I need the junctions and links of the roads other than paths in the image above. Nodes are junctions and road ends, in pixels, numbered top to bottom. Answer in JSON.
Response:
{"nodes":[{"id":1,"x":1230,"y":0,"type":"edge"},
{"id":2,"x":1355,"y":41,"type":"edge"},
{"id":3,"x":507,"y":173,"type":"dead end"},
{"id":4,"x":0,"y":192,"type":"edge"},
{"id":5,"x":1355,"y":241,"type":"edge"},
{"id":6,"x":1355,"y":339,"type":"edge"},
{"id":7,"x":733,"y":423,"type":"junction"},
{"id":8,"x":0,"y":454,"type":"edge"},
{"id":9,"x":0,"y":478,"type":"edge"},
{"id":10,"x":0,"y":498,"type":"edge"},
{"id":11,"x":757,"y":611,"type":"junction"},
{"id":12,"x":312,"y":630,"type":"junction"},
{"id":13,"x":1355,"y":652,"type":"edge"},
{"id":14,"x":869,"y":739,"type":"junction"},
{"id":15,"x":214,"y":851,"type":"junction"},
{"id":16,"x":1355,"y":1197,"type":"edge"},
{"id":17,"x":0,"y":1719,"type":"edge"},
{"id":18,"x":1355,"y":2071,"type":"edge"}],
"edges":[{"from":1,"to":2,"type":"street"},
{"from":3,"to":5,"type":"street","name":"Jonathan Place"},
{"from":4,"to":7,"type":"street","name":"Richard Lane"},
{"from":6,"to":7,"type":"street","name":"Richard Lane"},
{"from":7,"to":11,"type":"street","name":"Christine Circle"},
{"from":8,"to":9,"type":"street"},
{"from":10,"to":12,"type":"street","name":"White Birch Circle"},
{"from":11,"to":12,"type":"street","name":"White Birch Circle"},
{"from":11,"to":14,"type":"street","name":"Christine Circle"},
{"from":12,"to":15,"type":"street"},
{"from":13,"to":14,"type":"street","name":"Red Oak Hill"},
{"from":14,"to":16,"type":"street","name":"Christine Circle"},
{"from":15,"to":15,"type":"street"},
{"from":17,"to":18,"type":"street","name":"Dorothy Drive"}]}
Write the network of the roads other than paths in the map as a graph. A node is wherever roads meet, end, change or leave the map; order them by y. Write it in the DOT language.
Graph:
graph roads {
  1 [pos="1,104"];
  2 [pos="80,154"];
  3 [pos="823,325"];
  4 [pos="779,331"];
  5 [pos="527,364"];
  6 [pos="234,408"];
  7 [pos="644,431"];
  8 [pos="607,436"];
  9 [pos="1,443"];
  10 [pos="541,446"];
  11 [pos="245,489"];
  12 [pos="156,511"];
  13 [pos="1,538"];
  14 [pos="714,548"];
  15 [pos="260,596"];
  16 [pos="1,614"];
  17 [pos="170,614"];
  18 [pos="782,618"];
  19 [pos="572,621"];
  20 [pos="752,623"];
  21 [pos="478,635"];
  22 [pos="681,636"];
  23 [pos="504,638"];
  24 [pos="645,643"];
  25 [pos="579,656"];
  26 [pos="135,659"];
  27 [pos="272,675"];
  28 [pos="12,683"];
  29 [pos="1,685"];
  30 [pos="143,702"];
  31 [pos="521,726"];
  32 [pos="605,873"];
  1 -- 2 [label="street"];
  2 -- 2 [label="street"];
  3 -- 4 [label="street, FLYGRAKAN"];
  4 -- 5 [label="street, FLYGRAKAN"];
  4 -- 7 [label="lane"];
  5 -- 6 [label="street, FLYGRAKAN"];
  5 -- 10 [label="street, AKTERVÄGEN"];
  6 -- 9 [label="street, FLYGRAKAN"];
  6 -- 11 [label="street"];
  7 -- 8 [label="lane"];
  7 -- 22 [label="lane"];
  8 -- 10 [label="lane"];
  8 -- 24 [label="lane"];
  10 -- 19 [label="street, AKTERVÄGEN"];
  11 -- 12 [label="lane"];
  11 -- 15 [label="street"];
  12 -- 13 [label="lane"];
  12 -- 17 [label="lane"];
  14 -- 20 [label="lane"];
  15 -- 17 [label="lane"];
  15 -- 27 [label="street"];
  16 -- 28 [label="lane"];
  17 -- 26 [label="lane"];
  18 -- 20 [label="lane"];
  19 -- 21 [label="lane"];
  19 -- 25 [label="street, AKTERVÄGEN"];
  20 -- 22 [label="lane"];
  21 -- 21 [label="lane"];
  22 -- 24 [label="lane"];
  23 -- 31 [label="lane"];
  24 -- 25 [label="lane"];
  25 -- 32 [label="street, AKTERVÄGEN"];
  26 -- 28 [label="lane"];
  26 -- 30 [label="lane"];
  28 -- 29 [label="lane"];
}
_ _ _
*Task description*: The response should consist of all the entries, reproduced word for word.

*Answer for the task*:
I need the junctions and links of the roads other than paths in the image above. Nodes are junctions and road ends, in pixels, numbered top to bottom. Answer in JSON.
Response:
{"nodes":[{"id":1,"x":1230,"y":0,"type":"edge"},
{"id":2,"x":1355,"y":41,"type":"edge"},
{"id":3,"x":507,"y":173,"type":"dead end"},
{"id":4,"x":0,"y":192,"type":"edge"},
{"id":5,"x":1355,"y":241,"type":"edge"},
{"id":6,"x":1355,"y":339,"type":"edge"},
{"id":7,"x":733,"y":423,"type":"junction"},
{"id":8,"x":0,"y":454,"type":"edge"},
{"id":9,"x":0,"y":478,"type":"edge"},
{"id":10,"x":0,"y":498,"type":"edge"},
{"id":11,"x":757,"y":611,"type":"junction"},
{"id":12,"x":312,"y":630,"type":"junction"},
{"id":13,"x":1355,"y":652,"type":"edge"},
{"id":14,"x":869,"y":739,"type":"junction"},
{"id":15,"x":214,"y":851,"type":"junction"},
{"id":16,"x":1355,"y":1197,"type":"edge"},
{"id":17,"x":0,"y":1719,"type":"edge"},
{"id":18,"x":1355,"y":2071,"type":"edge"}],
"edges":[{"from":1,"to":2,"type":"street"},
{"from":3,"to":5,"type":"street","name":"Jonathan Place"},
{"from":4,"to":7,"type":"street","name":"Richard Lane"},
{"from":6,"to":7,"type":"street","name":"Richard Lane"},
{"from":7,"to":11,"type":"street","name":"Christine Circle"},
{"from":8,"to":9,"type":"street"},
{"from":10,"to":12,"type":"street","name":"White Birch Circle"},
{"from":11,"to":12,"type":"street","name":"White Birch Circle"},
{"from":11,"to":14,"type":"street","name":"Christine Circle"},
{"from":12,"to":15,"type":"street"},
{"from":13,"to":14,"type":"street","name":"Red Oak Hill"},
{"from":14,"to":16,"type":"street","name":"Christine Circle"},
{"from":15,"to":15,"type":"street"},
{"from":17,"to":18,"type":"street","name":"Dorothy Drive"}]}
Write the network of the roads other than paths in the map as a graph. A node is wherever roads meet, end, change or leave the map; order them by y. Write it in the DOT language.
Graph:
graph roads {
  1 [pos="1,104"];
  2 [pos="80,154"];
  3 [pos="823,325"];
  4 [pos="779,331"];
  5 [pos="527,364"];
  6 [pos="234,408"];
  7 [pos="644,431"];
  8 [pos="607,436"];
  9 [pos="1,443"];
  10 [pos="541,446"];
  11 [pos="245,489"];
  12 [pos="156,511"];
  13 [pos="1,538"];
  14 [pos="714,548"];
  15 [pos="260,596"];
  16 [pos="1,614"];
  17 [pos="170,614"];
  18 [pos="782,618"];
  19 [pos="572,621"];
  20 [pos="752,623"];
  21 [pos="478,635"];
  22 [pos="681,636"];
  23 [pos="504,638"];
  24 [pos="645,643"];
  25 [pos="579,656"];
  26 [pos="135,659"];
  27 [pos="272,675"];
  28 [pos="12,683"];
  29 [pos="1,685"];
  30 [pos="143,702"];
  31 [pos="521,726"];
  32 [pos="605,873"];
  1 -- 2 [label="street"];
  2 -- 2 [label="street"];
  3 -- 4 [label="street, FLYGRAKAN"];
  4 -- 5 [label="street, FLYGRAKAN"];
  4 -- 7 [label="lane"];
  5 -- 6 [label="street, FLYGRAKAN"];
  5 -- 10 [label="street, AKTERVÄGEN"];
  6 -- 9 [label="street, FLYGRAKAN"];
  6 -- 11 [label="street"];
  7 -- 8 [label="lane"];
  7 -- 22 [label="lane"];
  8 -- 10 [label="lane"];
  8 -- 24 [label="lane"];
  10 -- 19 [label="street, AKTERVÄGEN"];
  11 -- 12 [label="lane"];
  11 -- 15 [label="street"];
  12 -- 13 [label="lane"];
  12 -- 17 [label="lane"];
  14 -- 20 [label="lane"];
  15 -- 17 [label="lane"];
  15 -- 27 [label="street"];
  16 -- 28 [label="lane"];
  17 -- 26 [label="lane"];
  18 -- 20 [label="lane"];
  19 -- 21 [label="lane"];
  19 -- 25 [label="street, AKTERVÄGEN"];
  20 -- 22 [label="lane"];
  21 -- 21 [label="lane"];
  22 -- 24 [label="lane"];
  23 -- 31 [label="lane"];
  24 -- 25 [label="lane"];
  25 -- 32 [label="street, AKTERVÄGEN"];
  26 -- 28 [label="lane"];
  26 -- 30 [label="lane"];
  28 -- 29 [label="lane"];
}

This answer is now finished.